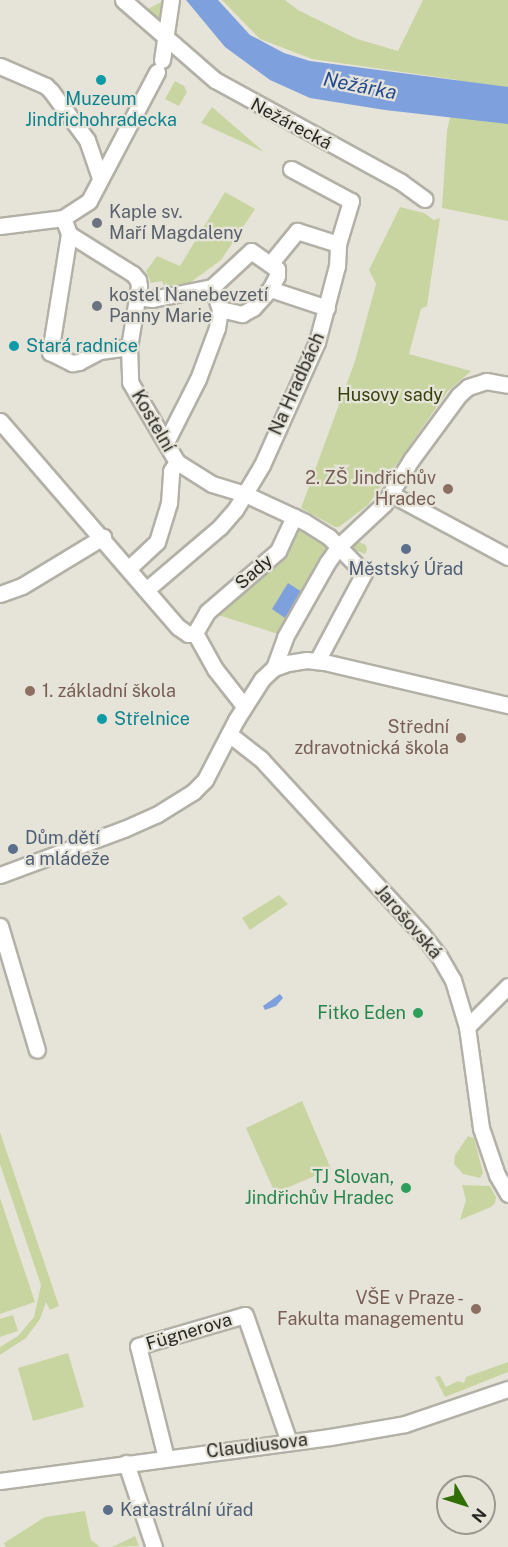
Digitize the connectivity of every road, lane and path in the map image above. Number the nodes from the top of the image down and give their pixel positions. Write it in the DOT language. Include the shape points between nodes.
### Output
graph roads {
  1 [pos="123,0"];
  2 [pos="171,0"];
  3 [pos="166,38"];
  4 [pos="0,66"];
  5 [pos="291,169"];
  6 [pos="100,178"];
  7 [pos="424,199"];
  8 [pos="63,218"];
  9 [pos="0,226"];
  10 [pos="69,234"];
  11 [pos="338,244"];
  12 [pos="270,264"];
  13 [pos="213,287"];
  14 [pos="270,289"];
  15 [pos="138,297"];
  16 [pos="327,308"];
  17 [pos="220,309"];
  18 [pos="129,347"];
  19 [pos="508,385"];
  20 [pos="0,420"];
  21 [pos="166,442"];
  22 [pos="177,462"];
  23 [pos="244,494"];
  24 [pos="391,494"];
  25 [pos="294,517"];
  26 [pos="103,537"];
  27 [pos="338,547"];
  28 [pos="508,557"];
  29 [pos="129,568"];
  30 [pos="146,590"];
  31 [pos="0,594"];
  32 [pos="195,633"];
  33 [pos="317,661"];
  34 [pos="274,668"];
  35 [pos="508,705"];
  36 [pos="244,706"];
  37 [pos="229,734"];
  38 [pos="0,875"];
  39 [pos="0,926"];
  40 [pos="508,986"];
  41 [pos="467,1027"];
  42 [pos="37,1050"];
  43 [pos="508,1194"];
  44 [pos="508,1389"];
  45 [pos="289,1442"];
  46 [pos="166,1458"];
  47 [pos="126,1462"];
  48 [pos="0,1480"];
  49 [pos="154,1547"];
  1 -- 3 [label="street, Nežárecká"];
  2 -- 3 [label="street"];
  3 -- 6 [label="street" via="159,66"];
  3 -- 7 [label="street, Nežárecká" via="215,81 240,97 401,182"];
  4 -- 6 [label="street" via="51,91 87,140"];
  5 -- 11 [label="street, Na Hradbách" via="351,201"];
  6 -- 8 [label="street" via="89,201"];
  8 -- 9 [label="street"];
  8 -- 10 [label="street"];
  10 -- 15 [label="street" via="133,274 139,286"];
  10 -- 18 [label="street" via="50,352 72,363 100,351"];
  11 -- 12 [label="street" via="297,231"];
  11 -- 16 [label="street, Na Hradbách"];
  12 -- 13 [label="street" via="251,251"];
  12 -- 14 [label="street" via="277,269 277,276"];
  13 -- 15 [label="street" via="152,299"];
  13 -- 17 [label="street"];
  14 -- 16 [label="street"];
  14 -- 17 [label="street" via="242,314"];
  15 -- 18 [label="street, Kostelní"];
  16 -- 23 [label="street, Na Hradbách" via="318,342 262,465"];
  17 -- 21 [label="street" via="198,379"];
  18 -- 21 [label="street, Kostelní" via="130,382"];
  19 -- 24 [label="street" via="486,381 459,395"];
  20 -- 26 [label="street"];
  21 -- 22 [label="street, Kostelní"];
  22 -- 23 [label="street, Kostelní" via="212,484"];
  22 -- 29 [label="street" via="171,471 169,503 157,542"];
  23 -- 25 [label="street, Kostelní"];
  23 -- 30 [label="street, Na Hradbách" via="220,527"];
  24 -- 27 [label="street" via="377,513"];
  24 -- 28 [label="street"];
  25 -- 27 [label="street"];
  25 -- 32 [label="street, Sady" via="278,551 207,612"];
  26 -- 29 [label="street"];
  26 -- 31 [label="street" via="22,586"];
  27 -- 33 [label="street" via="364,573"];
  27 -- 34 [label="street" via="285,637"];
  29 -- 30 [label="street"];
  30 -- 32 [label="street" via="178,627 188,634"];
  32 -- 36 [label="street" via="214,669"];
  33 -- 34 [label="street" via="297,661"];
  33 -- 35 [label="street"];
  34 -- 36 [label="street"];
  36 -- 37 [label="street"];
  37 -- 38 [label="street" via="202,784 185,798 123,829"];
  37 -- 41 [label="street, Jarošovská" via="261,759 421,933 453,980"];
  39 -- 42 [label="street"];
  40 -- 41 [label="street"];
  41 -- 43 [label="street, Jarošovská" via="481,1128"];
  44 -- 45 [label="street, Claudiusova" via="405,1424"];
  45 -- 46 [label="street, Claudiusova"];
  45 -- 46 [label="street, Fügnerova" via="245,1315 138,1346"];
  46 -- 47 [label="street, Claudiusova"];
  47 -- 48 [label="street, Claudiusova"];
  47 -- 49 [label="street"];
}
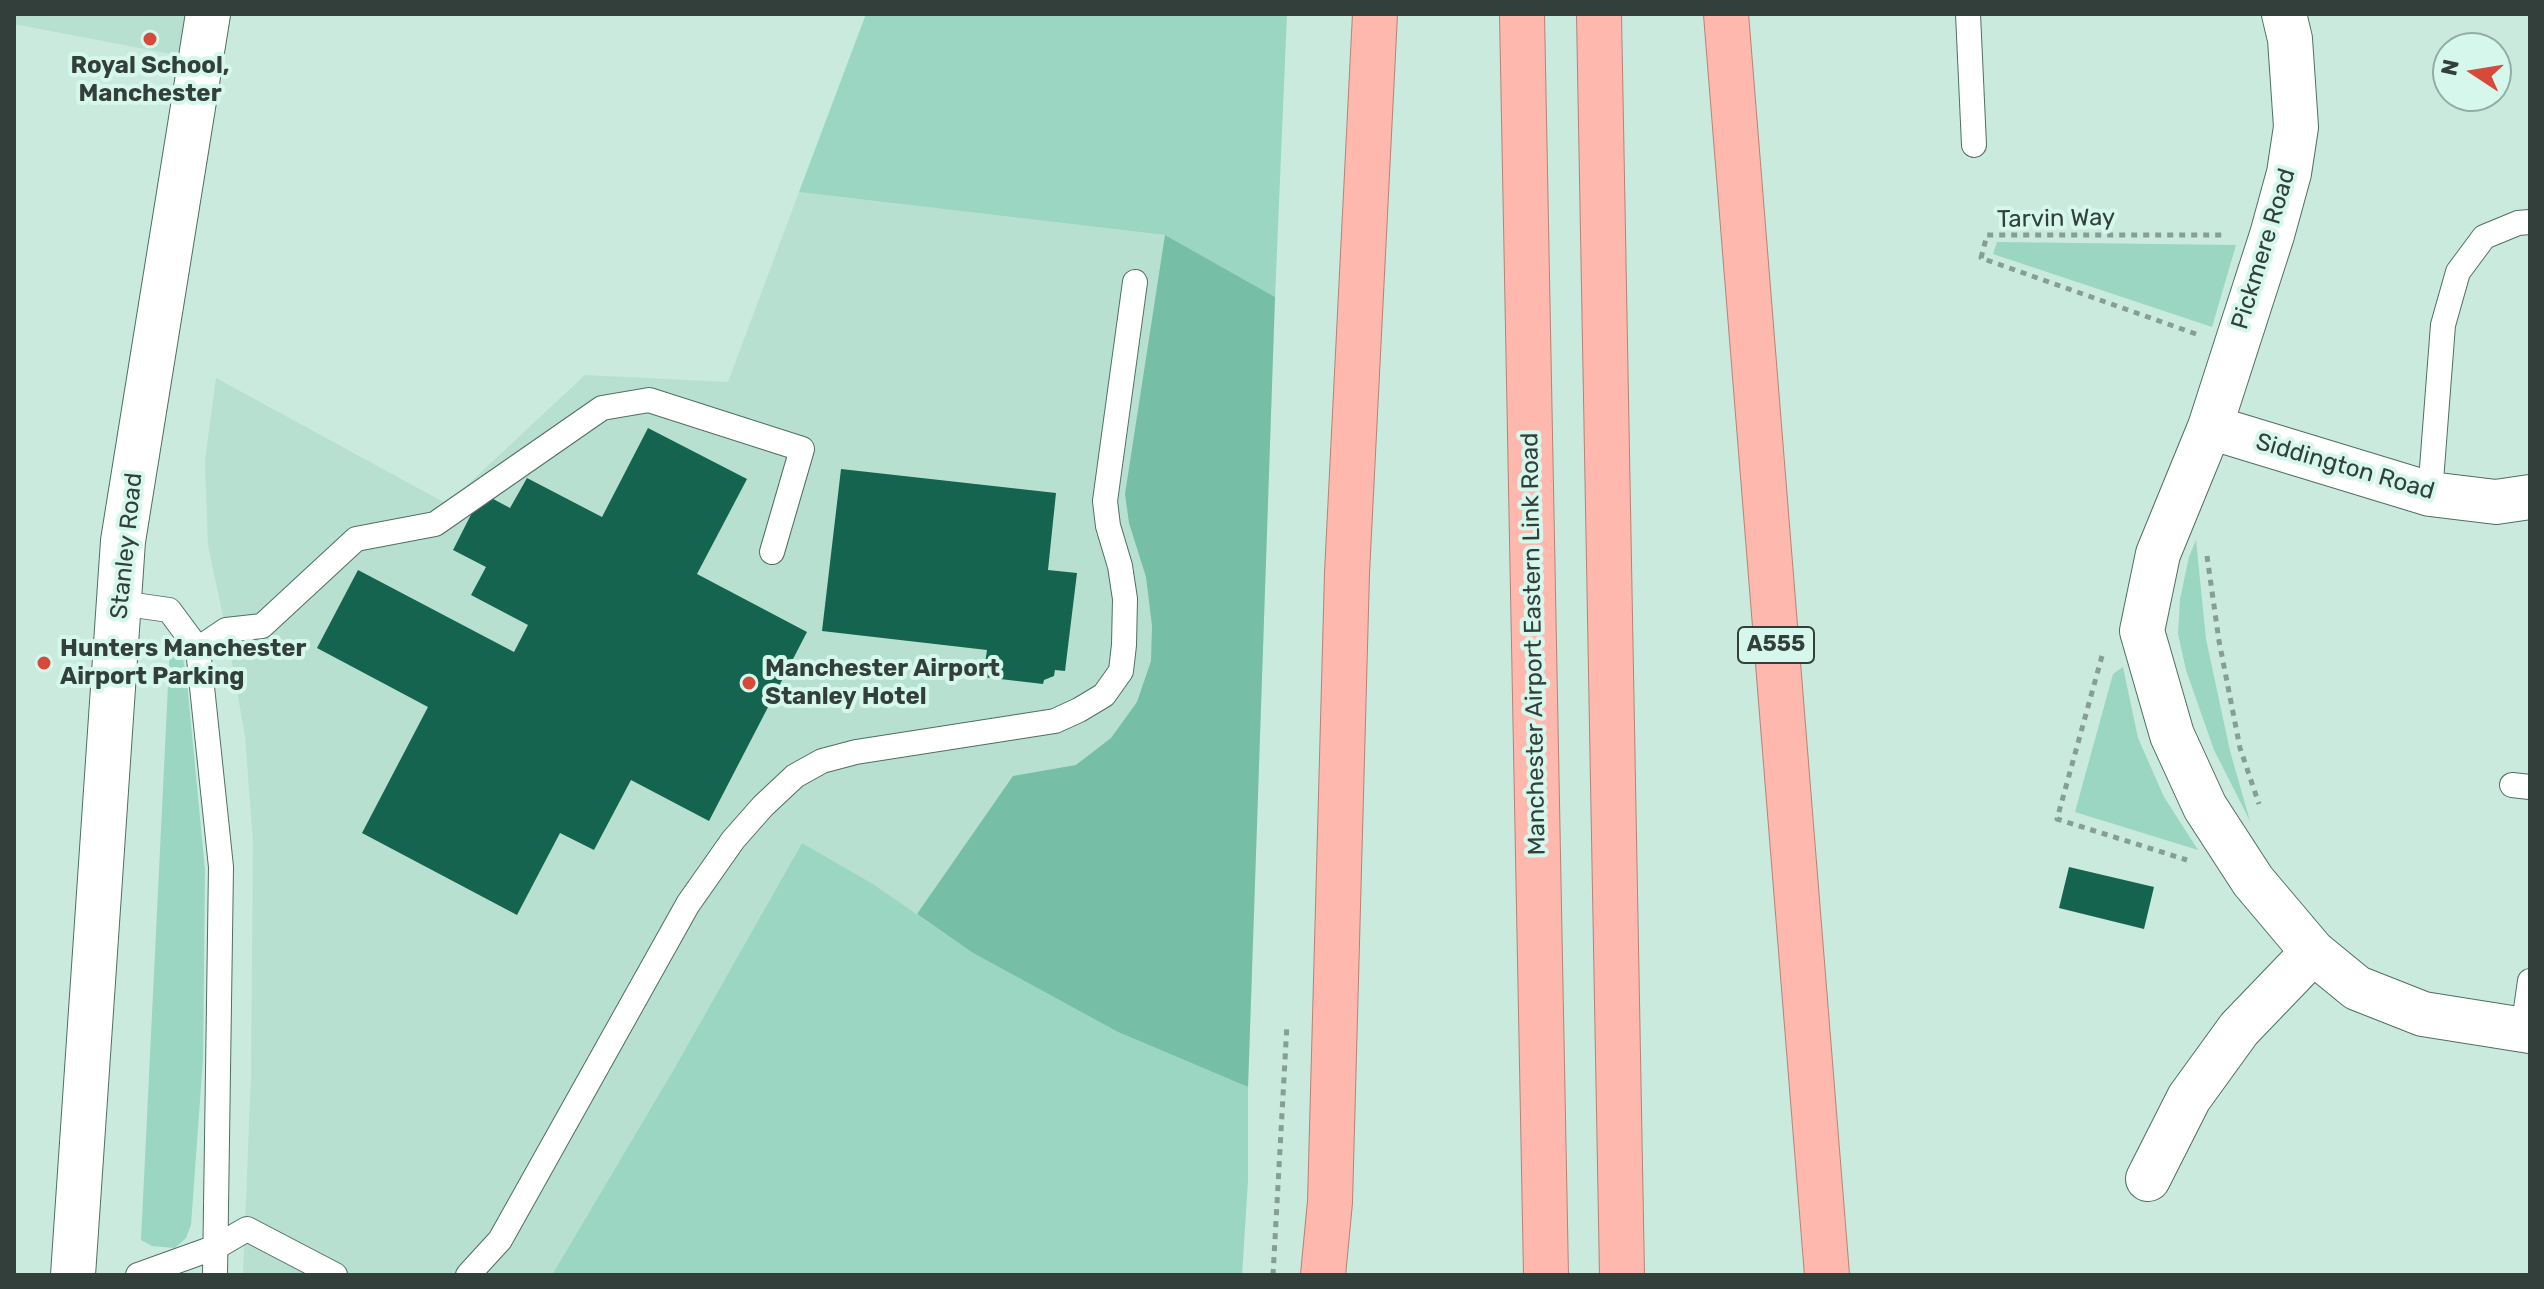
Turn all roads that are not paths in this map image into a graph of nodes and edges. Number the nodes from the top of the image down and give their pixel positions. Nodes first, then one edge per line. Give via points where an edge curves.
1 (208, 14) edge
2 (1375, 14) edge
3 (1522, 14) edge
4 (1599, 14) edge
5 (1726, 14) edge
6 (1968, 14) edge
7 (2284, 14) edge
8 (1974, 145) dead end
9 (2530, 222) edge
10 (1135, 282) dead end
11 (2210, 427) junction
12 (2430, 494) junction
13 (2530, 497) edge
14 (772, 552) dead end
15 (120, 603) junction
16 (198, 649) junction
17 (2313, 952) junction
18 (2530, 981) edge
19 (2526, 1030) edge
20 (2148, 1179) dead end
21 (216, 1247) junction
22 (73, 1275) edge
23 (138, 1275) edge
24 (215, 1275) edge
25 (335, 1275) edge
26 (468, 1275) edge
27 (1323, 1275) edge
28 (1546, 1275) edge
29 (1622, 1275) edge
30 (1827, 1275) edge

1 - 15 street, Stanley Road via 123,541
2 - 27 highway via 1347,573 1330,1202
3 - 28 highway, Manchester Airport Eastern Link Road
4 - 29 highway
5 - 30 highway, A555
6 - 8 lane
7 - 11 street, Pickmere Road via 2296,127 2289,173
9 - 12 lane via 2484,237 2458,272 2443,325
10 - 26 lane via 1105,501 1125,599 1121,671 1104,695 1055,721 856,752 822,761 795,776 733,840 688,904 500,1240
11 - 12 street, Siddington Road
11 - 17 street, Pickmere Road via 2158,554 2142,631 2172,735 2205,807 2253,881
12 - 13 street, Siddington Road via 2496,502
14 - 16 lane via 802,449 649,400 613,406 602,408 435,524 356,539 262,626 226,630
15 - 16 lane via 169,610
15 - 22 street, Stanley Road
16 - 21 lane via 221,867
17 - 19 street, Pickmere Road via 2357,988 2423,1014
17 - 20 street via 2239,1029 2197,1086
18 - 19 lane
21 - 23 lane
21 - 24 lane
21 - 25 lane via 247,1229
□ □ □ □ □ □ □
* _Work required_
Where the string "Stanley" appears in a line of the entries, count that line, and state the total alone.

* _Solution for this problem_
2